Whenever "北河原熊谷線" occurs in a line of the material, list that line.

▸ **Material to process**
----

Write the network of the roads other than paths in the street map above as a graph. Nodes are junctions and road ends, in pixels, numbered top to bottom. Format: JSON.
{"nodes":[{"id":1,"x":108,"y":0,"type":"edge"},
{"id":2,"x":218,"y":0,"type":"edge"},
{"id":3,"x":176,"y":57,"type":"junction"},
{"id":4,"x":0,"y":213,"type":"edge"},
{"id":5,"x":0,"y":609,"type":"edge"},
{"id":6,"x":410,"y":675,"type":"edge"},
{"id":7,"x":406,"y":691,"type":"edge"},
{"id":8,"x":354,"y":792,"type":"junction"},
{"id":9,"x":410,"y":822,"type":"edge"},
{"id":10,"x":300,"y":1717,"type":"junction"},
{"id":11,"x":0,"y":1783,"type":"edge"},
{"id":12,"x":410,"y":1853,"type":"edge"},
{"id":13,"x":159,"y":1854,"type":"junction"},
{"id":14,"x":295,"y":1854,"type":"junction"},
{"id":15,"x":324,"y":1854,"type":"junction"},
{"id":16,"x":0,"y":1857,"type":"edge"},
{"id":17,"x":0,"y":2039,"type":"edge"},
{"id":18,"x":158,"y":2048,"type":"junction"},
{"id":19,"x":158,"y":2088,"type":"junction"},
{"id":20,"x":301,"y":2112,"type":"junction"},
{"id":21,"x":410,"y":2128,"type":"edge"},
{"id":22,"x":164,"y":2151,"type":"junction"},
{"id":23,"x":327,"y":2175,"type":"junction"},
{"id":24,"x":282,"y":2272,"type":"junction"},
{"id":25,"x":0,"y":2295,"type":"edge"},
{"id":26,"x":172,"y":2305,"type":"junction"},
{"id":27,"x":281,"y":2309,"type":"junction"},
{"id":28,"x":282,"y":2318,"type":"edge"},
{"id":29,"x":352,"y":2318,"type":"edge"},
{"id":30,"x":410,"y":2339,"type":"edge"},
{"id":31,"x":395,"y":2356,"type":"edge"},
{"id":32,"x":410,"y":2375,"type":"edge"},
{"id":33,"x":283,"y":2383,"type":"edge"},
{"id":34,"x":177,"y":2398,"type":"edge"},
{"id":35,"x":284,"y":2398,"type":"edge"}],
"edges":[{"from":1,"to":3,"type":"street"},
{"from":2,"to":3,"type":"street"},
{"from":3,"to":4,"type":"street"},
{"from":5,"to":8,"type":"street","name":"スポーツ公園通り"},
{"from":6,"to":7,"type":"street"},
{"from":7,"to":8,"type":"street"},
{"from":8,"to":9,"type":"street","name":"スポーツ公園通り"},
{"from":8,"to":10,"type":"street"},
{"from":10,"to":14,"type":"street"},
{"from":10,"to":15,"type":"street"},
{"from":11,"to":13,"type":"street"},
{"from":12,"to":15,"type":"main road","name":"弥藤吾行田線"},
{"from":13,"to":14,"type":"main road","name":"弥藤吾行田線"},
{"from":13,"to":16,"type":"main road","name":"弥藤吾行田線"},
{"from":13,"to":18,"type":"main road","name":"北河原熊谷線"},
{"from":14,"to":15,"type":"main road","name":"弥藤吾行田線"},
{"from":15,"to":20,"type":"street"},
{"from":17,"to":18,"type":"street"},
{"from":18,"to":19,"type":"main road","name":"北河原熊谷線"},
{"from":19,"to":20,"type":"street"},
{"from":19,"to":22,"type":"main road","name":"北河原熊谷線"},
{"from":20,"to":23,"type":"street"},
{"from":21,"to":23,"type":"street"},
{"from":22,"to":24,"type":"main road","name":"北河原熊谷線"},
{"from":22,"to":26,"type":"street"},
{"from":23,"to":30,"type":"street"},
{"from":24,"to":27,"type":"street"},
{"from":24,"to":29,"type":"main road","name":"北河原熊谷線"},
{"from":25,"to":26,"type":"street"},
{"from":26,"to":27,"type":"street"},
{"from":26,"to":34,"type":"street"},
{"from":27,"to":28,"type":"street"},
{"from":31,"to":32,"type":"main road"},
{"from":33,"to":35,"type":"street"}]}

----

▸ **Result of the exercise**
{"from":13,"to":18,"type":"main road","name":"北河原熊谷線"},
{"from":18,"to":19,"type":"main road","name":"北河原熊谷線"},
{"from":19,"to":22,"type":"main road","name":"北河原熊谷線"},
{"from":22,"to":24,"type":"main road","name":"北河原熊谷線"},
{"from":24,"to":29,"type":"main road","name":"北河原熊谷線"},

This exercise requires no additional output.